#### Data ####

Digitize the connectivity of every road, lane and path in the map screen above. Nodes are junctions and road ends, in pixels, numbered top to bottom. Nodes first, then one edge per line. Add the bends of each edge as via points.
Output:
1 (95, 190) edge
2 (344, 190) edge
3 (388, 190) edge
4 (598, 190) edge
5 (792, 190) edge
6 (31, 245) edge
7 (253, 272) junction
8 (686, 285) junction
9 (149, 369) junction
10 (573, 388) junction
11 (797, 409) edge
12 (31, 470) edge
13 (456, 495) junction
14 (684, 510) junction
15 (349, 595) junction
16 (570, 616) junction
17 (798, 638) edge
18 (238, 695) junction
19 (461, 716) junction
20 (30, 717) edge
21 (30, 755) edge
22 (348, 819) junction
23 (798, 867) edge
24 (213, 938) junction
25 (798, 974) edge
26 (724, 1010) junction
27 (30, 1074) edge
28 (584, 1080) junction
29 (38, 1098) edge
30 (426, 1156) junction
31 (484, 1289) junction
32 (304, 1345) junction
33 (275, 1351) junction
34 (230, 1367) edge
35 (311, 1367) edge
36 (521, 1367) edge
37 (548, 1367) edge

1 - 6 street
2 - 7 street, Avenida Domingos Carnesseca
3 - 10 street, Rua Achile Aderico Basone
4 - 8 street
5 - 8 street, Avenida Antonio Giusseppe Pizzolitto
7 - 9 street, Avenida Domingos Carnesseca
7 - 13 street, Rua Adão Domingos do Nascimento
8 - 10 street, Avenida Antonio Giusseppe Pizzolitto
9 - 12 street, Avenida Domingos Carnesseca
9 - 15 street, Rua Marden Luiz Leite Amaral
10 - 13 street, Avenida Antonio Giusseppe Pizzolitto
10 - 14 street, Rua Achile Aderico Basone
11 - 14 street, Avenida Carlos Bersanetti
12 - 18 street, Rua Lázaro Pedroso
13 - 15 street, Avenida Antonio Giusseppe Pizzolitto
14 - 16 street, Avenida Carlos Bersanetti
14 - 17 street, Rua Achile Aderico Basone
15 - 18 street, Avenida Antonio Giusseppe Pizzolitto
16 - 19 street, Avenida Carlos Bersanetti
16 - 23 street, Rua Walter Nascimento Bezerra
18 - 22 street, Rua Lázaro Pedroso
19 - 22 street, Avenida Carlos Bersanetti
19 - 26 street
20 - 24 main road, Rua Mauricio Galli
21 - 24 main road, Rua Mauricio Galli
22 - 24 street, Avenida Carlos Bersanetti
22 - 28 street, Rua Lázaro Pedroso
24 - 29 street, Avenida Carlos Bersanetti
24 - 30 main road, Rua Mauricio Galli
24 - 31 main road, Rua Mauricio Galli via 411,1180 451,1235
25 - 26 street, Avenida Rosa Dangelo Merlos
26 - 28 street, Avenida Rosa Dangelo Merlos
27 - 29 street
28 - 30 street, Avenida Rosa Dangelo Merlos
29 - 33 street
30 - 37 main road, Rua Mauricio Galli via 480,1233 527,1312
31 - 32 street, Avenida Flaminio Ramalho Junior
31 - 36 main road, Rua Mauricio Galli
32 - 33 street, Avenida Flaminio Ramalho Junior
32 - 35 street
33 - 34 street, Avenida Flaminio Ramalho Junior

####

## Your instructions
In full and without deviation, reproduce the entries above.

## Written reply
Digitize the connectivity of every road, lane and path in the map screen above. Nodes are junctions and road ends, in pixels, numbered top to bottom. Nodes first, then one edge per line. Add the bends of each edge as via points.
Output:
1 (95, 190) edge
2 (344, 190) edge
3 (388, 190) edge
4 (598, 190) edge
5 (792, 190) edge
6 (31, 245) edge
7 (253, 272) junction
8 (686, 285) junction
9 (149, 369) junction
10 (573, 388) junction
11 (797, 409) edge
12 (31, 470) edge
13 (456, 495) junction
14 (684, 510) junction
15 (349, 595) junction
16 (570, 616) junction
17 (798, 638) edge
18 (238, 695) junction
19 (461, 716) junction
20 (30, 717) edge
21 (30, 755) edge
22 (348, 819) junction
23 (798, 867) edge
24 (213, 938) junction
25 (798, 974) edge
26 (724, 1010) junction
27 (30, 1074) edge
28 (584, 1080) junction
29 (38, 1098) edge
30 (426, 1156) junction
31 (484, 1289) junction
32 (304, 1345) junction
33 (275, 1351) junction
34 (230, 1367) edge
35 (311, 1367) edge
36 (521, 1367) edge
37 (548, 1367) edge

1 - 6 street
2 - 7 street, Avenida Domingos Carnesseca
3 - 10 street, Rua Achile Aderico Basone
4 - 8 street
5 - 8 street, Avenida Antonio Giusseppe Pizzolitto
7 - 9 street, Avenida Domingos Carnesseca
7 - 13 street, Rua Adão Domingos do Nascimento
8 - 10 street, Avenida Antonio Giusseppe Pizzolitto
9 - 12 street, Avenida Domingos Carnesseca
9 - 15 street, Rua Marden Luiz Leite Amaral
10 - 13 street, Avenida Antonio Giusseppe Pizzolitto
10 - 14 street, Rua Achile Aderico Basone
11 - 14 street, Avenida Carlos Bersanetti
12 - 18 street, Rua Lázaro Pedroso
13 - 15 street, Avenida Antonio Giusseppe Pizzolitto
14 - 16 street, Avenida Carlos Bersanetti
14 - 17 street, Rua Achile Aderico Basone
15 - 18 street, Avenida Antonio Giusseppe Pizzolitto
16 - 19 street, Avenida Carlos Bersanetti
16 - 23 street, Rua Walter Nascimento Bezerra
18 - 22 street, Rua Lázaro Pedroso
19 - 22 street, Avenida Carlos Bersanetti
19 - 26 street
20 - 24 main road, Rua Mauricio Galli
21 - 24 main road, Rua Mauricio Galli
22 - 24 street, Avenida Carlos Bersanetti
22 - 28 street, Rua Lázaro Pedroso
24 - 29 street, Avenida Carlos Bersanetti
24 - 30 main road, Rua Mauricio Galli
24 - 31 main road, Rua Mauricio Galli via 411,1180 451,1235
25 - 26 street, Avenida Rosa Dangelo Merlos
26 - 28 street, Avenida Rosa Dangelo Merlos
27 - 29 street
28 - 30 street, Avenida Rosa Dangelo Merlos
29 - 33 street
30 - 37 main road, Rua Mauricio Galli via 480,1233 527,1312
31 - 32 street, Avenida Flaminio Ramalho Junior
31 - 36 main road, Rua Mauricio Galli
32 - 33 street, Avenida Flaminio Ramalho Junior
32 - 35 street
33 - 34 street, Avenida Flaminio Ramalho Junior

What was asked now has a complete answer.